Is the sun finally setting on Castro's Cuba...


A little bird has told me that the State Department is aggressively negotiating with the Cuban government of Raul Castro, the younger brother of ailing Communist dictator Fidel Castro. As I hear it, Fidel's days are numbered with his long-anticipated demise weeks/months away, and the Bush Administration hopes to take advantage of the inevitable power vacuum that will emerge. Reports as early as this morning have placed the ailing leader in a hospital across the Atlantic in Spain, which one would assume is not a sign of his good-fortune. So is the Cuban Isle going capitalist? I think it is too early to say, but few think that Raul is as hardened in his rejection of the West he has always been perceived to lack his brother's ruthless nature.

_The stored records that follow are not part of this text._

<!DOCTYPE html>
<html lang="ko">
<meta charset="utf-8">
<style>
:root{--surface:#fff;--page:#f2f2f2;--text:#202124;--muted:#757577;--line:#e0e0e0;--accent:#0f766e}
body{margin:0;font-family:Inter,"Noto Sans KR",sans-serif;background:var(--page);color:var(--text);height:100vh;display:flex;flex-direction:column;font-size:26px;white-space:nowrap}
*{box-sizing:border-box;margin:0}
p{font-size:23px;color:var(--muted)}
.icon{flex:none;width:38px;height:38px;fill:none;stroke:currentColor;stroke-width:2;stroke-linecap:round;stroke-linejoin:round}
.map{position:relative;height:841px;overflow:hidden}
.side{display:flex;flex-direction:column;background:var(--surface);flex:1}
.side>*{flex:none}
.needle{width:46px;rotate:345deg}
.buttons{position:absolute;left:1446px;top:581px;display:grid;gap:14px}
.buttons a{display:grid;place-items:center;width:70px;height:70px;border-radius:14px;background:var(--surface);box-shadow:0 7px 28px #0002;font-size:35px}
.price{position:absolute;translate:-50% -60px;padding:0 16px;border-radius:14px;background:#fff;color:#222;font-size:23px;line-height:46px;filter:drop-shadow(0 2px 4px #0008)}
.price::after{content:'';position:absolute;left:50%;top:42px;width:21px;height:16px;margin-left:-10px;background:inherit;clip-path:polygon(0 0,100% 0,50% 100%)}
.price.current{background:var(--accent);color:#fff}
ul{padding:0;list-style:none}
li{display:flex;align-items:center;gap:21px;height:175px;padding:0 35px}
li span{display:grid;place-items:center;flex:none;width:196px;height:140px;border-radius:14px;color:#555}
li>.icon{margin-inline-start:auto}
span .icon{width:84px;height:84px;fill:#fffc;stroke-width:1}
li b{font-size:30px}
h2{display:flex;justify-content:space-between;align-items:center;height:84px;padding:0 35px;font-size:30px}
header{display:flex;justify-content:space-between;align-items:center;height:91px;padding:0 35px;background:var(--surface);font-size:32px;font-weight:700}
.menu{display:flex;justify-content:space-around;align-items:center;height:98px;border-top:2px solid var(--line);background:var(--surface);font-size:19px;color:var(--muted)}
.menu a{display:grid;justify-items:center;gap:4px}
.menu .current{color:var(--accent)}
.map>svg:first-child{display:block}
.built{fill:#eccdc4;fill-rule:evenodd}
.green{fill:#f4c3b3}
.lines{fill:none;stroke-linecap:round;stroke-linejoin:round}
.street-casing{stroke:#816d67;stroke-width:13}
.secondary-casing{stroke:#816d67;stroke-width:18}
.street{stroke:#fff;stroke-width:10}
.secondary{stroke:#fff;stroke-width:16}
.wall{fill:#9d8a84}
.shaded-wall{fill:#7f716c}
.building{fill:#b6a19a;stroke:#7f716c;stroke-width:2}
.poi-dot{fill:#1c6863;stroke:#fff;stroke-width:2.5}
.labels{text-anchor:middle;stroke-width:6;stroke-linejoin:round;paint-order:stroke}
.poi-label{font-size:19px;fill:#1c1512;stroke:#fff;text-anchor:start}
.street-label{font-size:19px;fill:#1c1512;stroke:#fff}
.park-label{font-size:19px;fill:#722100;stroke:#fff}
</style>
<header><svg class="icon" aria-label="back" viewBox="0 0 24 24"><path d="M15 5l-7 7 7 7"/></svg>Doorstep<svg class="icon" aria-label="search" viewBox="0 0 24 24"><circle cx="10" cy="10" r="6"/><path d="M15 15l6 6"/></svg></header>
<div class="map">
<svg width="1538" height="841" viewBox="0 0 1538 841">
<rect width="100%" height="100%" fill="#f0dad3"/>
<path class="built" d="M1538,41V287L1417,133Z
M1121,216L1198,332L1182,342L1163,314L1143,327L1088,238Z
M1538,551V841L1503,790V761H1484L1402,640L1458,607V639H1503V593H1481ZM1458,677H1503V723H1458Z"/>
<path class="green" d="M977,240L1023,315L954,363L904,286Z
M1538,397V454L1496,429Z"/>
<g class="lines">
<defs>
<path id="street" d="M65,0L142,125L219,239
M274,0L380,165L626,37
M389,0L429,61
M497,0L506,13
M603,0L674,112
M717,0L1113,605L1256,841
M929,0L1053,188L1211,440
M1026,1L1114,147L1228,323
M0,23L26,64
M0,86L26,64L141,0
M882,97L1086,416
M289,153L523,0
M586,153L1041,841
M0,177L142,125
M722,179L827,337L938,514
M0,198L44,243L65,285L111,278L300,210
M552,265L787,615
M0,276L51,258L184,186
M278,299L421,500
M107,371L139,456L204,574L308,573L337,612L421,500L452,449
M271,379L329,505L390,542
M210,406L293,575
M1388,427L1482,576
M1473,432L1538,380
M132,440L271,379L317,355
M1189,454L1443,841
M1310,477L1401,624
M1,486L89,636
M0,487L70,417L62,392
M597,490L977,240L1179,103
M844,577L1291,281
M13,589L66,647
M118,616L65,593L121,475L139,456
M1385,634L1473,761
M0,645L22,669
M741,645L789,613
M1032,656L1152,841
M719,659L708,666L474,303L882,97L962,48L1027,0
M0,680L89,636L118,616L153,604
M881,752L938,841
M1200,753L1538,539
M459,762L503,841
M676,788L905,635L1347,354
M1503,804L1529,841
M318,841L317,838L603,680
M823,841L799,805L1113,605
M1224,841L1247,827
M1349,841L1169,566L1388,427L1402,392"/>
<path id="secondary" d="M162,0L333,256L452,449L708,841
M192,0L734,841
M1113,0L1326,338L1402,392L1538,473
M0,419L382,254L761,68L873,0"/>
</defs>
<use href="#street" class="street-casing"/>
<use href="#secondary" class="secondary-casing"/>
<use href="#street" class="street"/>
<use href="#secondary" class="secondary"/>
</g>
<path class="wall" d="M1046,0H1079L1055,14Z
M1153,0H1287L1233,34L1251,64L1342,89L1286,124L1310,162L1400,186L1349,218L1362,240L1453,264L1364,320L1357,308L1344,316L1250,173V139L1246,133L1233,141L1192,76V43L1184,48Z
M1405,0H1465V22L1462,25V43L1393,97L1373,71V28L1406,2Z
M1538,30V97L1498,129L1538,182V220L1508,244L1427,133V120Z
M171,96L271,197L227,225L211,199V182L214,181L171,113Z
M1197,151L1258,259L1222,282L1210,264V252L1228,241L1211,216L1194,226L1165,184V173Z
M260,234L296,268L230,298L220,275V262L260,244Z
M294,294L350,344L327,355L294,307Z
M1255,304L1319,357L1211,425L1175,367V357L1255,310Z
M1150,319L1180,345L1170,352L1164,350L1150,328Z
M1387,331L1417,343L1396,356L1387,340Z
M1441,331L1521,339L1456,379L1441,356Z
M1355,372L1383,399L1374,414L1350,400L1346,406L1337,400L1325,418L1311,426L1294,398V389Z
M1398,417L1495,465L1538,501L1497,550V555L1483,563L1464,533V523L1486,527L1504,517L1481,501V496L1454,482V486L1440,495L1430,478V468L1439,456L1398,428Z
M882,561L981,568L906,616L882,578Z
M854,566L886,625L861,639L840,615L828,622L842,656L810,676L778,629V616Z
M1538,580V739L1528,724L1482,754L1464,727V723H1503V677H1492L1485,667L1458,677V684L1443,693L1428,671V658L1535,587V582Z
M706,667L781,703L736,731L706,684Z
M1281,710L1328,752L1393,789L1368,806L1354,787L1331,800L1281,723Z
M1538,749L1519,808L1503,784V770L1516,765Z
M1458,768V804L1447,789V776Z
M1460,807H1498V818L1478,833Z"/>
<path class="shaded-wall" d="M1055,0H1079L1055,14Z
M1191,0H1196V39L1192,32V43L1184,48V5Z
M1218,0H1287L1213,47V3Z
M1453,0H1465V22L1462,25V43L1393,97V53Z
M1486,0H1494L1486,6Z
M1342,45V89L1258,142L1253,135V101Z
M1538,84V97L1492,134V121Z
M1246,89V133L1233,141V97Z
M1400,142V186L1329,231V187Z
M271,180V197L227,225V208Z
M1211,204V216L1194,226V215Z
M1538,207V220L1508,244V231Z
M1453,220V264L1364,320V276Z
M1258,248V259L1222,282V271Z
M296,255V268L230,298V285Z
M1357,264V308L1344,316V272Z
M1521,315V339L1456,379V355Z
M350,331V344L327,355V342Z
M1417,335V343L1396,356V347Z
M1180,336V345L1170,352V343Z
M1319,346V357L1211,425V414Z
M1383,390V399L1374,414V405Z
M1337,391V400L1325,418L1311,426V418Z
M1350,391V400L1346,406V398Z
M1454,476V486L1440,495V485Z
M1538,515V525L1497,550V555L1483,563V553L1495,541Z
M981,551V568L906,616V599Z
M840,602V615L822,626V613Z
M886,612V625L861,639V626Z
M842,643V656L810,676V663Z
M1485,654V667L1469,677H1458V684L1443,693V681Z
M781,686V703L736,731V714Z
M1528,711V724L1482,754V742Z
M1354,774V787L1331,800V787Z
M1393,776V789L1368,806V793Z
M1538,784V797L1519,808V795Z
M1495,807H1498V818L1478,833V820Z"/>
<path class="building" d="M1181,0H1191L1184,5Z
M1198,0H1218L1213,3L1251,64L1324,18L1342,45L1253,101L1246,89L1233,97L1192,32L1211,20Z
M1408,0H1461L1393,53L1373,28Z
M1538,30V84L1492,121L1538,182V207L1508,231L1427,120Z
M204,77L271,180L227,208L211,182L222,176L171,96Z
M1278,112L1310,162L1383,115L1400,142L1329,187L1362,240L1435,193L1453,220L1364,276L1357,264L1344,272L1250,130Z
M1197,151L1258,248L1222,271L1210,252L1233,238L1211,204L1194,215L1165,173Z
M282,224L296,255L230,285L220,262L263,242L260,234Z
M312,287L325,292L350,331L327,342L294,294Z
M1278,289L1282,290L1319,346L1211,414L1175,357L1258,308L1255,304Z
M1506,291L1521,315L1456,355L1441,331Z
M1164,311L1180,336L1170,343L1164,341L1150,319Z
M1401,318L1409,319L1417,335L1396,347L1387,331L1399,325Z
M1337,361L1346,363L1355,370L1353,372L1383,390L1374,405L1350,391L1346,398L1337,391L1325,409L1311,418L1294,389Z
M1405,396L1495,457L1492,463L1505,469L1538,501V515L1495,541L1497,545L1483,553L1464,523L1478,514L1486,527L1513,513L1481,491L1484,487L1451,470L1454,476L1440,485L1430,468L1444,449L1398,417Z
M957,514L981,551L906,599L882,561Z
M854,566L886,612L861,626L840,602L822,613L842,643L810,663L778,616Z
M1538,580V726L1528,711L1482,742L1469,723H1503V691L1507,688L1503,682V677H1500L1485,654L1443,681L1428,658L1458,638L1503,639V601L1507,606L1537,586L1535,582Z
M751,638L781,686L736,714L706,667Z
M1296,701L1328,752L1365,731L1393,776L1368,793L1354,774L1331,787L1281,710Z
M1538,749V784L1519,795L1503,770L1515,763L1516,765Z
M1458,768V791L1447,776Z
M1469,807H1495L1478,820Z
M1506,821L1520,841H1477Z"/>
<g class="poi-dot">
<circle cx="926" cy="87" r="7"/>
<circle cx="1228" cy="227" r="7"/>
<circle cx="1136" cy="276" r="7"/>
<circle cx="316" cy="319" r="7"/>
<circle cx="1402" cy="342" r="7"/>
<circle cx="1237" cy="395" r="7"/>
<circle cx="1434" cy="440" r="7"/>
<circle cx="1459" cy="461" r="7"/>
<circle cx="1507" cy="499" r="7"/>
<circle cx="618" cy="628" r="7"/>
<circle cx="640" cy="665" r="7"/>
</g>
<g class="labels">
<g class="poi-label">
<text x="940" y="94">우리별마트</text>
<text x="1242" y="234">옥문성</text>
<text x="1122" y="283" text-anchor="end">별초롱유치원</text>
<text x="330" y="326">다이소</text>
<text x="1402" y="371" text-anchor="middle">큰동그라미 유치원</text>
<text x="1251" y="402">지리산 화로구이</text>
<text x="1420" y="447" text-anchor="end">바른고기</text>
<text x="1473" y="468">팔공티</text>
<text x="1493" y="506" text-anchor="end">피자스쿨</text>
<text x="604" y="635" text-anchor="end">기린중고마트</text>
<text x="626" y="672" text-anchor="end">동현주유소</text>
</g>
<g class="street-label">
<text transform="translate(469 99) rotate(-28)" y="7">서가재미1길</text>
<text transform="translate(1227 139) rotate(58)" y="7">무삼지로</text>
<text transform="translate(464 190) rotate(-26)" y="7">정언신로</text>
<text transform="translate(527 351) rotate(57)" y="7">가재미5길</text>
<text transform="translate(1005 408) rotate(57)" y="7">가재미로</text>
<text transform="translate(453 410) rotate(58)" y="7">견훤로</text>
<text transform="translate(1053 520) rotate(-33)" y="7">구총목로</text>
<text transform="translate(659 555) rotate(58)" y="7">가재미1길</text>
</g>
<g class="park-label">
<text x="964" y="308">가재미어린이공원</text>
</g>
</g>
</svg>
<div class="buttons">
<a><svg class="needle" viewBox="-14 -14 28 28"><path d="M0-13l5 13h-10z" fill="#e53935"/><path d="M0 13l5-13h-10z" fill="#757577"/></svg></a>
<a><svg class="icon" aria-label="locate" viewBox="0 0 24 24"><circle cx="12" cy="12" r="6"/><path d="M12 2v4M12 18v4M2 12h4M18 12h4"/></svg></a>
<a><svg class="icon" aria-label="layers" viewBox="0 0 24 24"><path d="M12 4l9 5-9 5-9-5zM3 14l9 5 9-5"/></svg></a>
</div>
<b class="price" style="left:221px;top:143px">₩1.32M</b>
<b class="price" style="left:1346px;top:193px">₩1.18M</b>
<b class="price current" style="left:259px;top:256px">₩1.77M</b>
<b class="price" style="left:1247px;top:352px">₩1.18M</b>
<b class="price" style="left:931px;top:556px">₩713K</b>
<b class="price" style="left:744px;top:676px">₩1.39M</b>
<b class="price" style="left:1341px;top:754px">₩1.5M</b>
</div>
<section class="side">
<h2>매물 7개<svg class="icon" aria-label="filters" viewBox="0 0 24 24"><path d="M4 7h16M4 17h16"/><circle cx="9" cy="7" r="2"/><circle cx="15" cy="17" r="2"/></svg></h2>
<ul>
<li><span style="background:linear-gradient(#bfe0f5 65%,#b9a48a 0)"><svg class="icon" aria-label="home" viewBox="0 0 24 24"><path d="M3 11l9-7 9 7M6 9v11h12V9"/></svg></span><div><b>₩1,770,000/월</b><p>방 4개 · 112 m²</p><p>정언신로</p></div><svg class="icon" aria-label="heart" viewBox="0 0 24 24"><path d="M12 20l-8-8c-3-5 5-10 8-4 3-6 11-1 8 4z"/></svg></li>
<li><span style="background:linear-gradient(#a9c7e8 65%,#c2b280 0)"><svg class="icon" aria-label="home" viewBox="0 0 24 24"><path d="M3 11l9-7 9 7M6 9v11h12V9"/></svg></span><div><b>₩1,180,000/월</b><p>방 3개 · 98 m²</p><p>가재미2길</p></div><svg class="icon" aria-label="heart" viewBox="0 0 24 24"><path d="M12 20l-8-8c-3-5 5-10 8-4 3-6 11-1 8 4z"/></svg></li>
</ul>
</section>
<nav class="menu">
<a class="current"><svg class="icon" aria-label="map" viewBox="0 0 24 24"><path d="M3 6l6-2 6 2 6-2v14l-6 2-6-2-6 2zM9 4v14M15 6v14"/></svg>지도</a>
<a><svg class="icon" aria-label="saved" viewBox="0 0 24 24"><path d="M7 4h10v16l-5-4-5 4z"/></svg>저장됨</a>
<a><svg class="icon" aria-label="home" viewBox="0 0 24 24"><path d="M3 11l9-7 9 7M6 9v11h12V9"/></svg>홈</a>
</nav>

I am currently reading Bobby Kennedy: His Life by Evan Thomas, and the most striking thing about the entire book (besides Thomas' apologist approach to the historical record) is Bobby Kennedy's almost manic obsession with destroying Fidel Castro. Throughout his brother's tenure in the oval office the former-Attorney General is literally knee-deep in various CIA-concocted schemes for offing the communist revolutionary, each of which he carefully studied and all of which he dismissed before anything actionable could materialize. With Castro still alive and kicking (barely) it seems almost improbable that the greatest nemesis of America's "princes" would live to see the 21st century and beyond, and not so much as a hair on his head has been disturbed by anything other than a dozens of filthy Cuban prostitutes. I doubt we will see the end of Castro in the immediate future, but his days are certainly numbered and the future of Cuban is coming into focus on the geopolitical horizon. The Bush Administration seems to be well prepared for whatever the case may be, and I have no doubt that my children will spend their spring breaks getting hammered in Havana. However, any failure to affect serious and irreversible economic and political change on the island by utilizing the many-thousands of very wealthy, well-educated and culturally nostalgic Cuban refugees living here in the United States (the same group that failed to deliver for the Kennedy brothers) would be an even greater political failure than any of our actions thus far in the Middle East will ever be judged. Victory in Cuba (even if by default) is indispensable, but until Fidel is gone, the day is his, he has always had out number.